The teacher relates his experiences in the education system – many of them shocking – with insight, intelligence and wit
  
  

Jeffrey Boakye: ‘pleasantly chatty and lightly humorous’
Jeffrey Boakye: ‘pleasantly chatty and lightly humorous’. Photograph: Gary Calton/The Observer

Jeffrey Boakye draws on 15 years of experience as a secondary school teacher to tackle racism and inequality in Britain’s schools. His experience, like the book, is a mixed bag. For every black student who flourishes under his interest and encouragement, there are instances of overt bigotry and baiting from other students, passive aggression and smirking truculence from peers and colleagues. For every small win there is a depressing realisation, for every apparent triumph a poisonous sabotage. Every time Boakye congratulates himself there is a deep wake of nagging doubts and reservations: “I’ve walked around schools with signs of whiteness jumping out at me at every turn. Science displays of famous scientists from history without a single non-white face represented. Literature timelines guilty of the same.”

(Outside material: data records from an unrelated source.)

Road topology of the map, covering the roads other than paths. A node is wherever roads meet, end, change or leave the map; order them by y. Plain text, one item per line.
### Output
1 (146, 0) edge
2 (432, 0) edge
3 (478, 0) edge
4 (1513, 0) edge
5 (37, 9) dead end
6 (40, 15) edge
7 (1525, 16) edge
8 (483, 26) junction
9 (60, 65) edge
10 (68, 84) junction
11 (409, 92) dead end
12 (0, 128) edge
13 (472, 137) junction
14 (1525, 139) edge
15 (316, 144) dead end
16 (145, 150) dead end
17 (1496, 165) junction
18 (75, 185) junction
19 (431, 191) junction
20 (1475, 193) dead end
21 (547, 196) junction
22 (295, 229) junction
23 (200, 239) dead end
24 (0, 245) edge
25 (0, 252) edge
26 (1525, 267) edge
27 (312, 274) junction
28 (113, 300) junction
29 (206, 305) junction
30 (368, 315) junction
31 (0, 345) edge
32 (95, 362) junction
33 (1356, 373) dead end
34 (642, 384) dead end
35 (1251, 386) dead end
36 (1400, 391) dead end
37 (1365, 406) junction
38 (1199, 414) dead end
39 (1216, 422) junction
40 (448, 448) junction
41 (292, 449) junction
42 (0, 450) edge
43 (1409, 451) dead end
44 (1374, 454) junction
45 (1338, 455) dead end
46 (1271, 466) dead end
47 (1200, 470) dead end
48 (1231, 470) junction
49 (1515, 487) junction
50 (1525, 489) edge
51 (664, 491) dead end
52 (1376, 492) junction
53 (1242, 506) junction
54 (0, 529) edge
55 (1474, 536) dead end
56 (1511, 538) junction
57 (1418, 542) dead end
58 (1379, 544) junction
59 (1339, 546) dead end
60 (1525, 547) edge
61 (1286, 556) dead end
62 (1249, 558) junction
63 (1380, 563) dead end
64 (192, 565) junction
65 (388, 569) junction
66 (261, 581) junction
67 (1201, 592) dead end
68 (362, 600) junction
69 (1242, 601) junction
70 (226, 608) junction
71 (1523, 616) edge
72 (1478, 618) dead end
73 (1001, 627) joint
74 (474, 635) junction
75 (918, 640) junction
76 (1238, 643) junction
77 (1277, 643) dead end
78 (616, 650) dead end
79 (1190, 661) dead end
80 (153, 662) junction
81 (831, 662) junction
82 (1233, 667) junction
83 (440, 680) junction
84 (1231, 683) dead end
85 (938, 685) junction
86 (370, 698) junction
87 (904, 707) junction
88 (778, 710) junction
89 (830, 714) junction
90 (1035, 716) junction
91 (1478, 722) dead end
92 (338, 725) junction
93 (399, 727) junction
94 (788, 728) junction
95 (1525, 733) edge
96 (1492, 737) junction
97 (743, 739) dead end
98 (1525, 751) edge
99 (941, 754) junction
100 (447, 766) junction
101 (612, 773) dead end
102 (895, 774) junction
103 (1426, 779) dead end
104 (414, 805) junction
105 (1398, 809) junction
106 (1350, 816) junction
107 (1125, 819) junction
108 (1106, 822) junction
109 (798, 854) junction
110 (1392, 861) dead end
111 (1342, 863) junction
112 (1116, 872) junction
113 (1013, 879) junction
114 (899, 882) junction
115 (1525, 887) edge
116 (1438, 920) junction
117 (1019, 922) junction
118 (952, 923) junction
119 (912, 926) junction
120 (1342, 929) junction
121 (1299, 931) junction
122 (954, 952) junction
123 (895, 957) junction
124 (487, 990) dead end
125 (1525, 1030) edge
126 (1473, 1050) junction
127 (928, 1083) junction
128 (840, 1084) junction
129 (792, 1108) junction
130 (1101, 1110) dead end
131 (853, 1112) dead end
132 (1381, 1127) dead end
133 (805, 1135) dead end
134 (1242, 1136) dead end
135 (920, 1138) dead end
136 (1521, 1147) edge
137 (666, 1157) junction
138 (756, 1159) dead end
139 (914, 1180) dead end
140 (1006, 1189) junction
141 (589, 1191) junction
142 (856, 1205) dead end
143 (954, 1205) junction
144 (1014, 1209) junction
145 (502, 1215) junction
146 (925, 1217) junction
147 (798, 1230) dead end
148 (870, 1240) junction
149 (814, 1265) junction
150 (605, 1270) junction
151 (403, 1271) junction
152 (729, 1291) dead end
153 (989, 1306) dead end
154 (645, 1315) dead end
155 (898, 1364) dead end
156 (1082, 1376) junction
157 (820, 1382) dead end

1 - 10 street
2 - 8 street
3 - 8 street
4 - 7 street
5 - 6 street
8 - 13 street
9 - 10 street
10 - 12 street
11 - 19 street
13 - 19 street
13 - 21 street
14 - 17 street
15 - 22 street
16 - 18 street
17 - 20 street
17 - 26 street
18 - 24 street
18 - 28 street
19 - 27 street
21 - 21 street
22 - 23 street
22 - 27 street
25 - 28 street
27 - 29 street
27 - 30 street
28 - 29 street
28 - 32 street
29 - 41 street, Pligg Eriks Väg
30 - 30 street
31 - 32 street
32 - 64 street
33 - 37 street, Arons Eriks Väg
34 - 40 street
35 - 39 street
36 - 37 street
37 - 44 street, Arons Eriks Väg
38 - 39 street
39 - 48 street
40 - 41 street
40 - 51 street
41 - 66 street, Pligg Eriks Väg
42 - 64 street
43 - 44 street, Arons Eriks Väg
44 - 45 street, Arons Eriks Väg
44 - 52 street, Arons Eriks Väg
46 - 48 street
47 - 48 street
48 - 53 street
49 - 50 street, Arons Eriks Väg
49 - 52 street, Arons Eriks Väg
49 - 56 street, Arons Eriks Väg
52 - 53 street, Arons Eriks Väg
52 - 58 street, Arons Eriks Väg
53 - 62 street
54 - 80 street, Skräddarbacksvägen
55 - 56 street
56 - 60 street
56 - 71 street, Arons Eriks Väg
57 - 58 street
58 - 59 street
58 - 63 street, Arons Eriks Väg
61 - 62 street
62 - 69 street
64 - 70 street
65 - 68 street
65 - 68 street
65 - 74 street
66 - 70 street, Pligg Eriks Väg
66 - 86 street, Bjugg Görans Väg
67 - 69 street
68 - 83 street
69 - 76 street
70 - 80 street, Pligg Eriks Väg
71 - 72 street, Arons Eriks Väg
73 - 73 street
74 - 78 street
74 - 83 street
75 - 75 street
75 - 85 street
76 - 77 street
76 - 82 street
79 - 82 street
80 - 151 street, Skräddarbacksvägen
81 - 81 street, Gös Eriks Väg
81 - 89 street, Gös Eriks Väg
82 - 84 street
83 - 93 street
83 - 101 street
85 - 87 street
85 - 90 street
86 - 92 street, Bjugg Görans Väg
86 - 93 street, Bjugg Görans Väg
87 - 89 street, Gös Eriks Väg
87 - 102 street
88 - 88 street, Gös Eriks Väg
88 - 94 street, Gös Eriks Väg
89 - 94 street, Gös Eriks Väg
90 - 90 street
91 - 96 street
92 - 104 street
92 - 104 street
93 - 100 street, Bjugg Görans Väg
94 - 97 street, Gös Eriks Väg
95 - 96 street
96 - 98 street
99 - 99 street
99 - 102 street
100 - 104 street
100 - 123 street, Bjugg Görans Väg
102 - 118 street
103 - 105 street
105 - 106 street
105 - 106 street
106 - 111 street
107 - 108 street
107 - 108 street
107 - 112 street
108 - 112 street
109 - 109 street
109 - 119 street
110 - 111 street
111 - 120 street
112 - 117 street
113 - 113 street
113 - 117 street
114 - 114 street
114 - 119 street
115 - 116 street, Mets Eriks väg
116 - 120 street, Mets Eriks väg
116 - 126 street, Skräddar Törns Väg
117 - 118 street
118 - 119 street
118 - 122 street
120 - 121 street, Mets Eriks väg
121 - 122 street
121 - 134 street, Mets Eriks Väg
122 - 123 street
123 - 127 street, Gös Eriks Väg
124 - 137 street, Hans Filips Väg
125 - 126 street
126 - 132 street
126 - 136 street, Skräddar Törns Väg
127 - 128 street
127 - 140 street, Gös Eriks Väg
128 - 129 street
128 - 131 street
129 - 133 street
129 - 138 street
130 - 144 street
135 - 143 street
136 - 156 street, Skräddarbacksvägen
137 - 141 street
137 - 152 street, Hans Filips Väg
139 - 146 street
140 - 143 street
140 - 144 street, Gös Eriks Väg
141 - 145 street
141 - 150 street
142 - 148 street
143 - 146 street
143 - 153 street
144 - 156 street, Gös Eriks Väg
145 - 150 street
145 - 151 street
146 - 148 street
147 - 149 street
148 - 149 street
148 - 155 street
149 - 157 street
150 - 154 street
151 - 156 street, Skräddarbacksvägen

Boakye’s tone is pleasantly chatty and lightly humorous; quite a feat while slipping issues of race, class, sex and cultural supremacy into everyday classroom anecdotes. He occasionally lapses into an egregious – and sometimes plain weird – egotism: “Depending on how long you’ve been tracking my movements, you may or may not know that my Twitter handle used to be @unseenflirt… But when the book deals started coming in, I had to think again.” Yet any boasting, humble-bragging and solipsism soon get punctured by Boakye’s actual experiences in the classroom and by the realisation of his own relative smallness in the system.

I Heard What You Said peters out towards the end. You can’t help feeling that the short, clear, first-person chapters would have worked better as YouTube videos or in-person talks giving an introduction to the issues of everyday racism, cultural and historical blind spots and equality within the school system. The book might have been a deeper dive into the painfully persistent roots of the prejudices within schools’ walls, the insularity of the country’s main syllabuses and the sheer intransigence of so many educational conventions, both practical and cultural.

But then there is an interesting schism all the way through the book: any Briton of colour who has taught or lectured, or indeed been a student at any level in the UK, will have experienced or witnessed all the instances Boakye describes. In fact, we dismiss many of these instances as “nothing” – part of the everyday hum of negative assumptions, biases and stereotypes that we have to navigate all day every day. Yet for many other readers even small examples will be shocking and disturbing at worst or at best something they’ve just never encountered or thought about before. And so every idea has to be baby-stepped out. This is a line Boakye has to tread both as an author in this book and a teacher out in the world: is he an insider or an outsider, an interloper, an impostor, a token or a saviour, a pet or a threat? His candour in grappling with these dilemmas gives a uniquely gentle flavour to this book.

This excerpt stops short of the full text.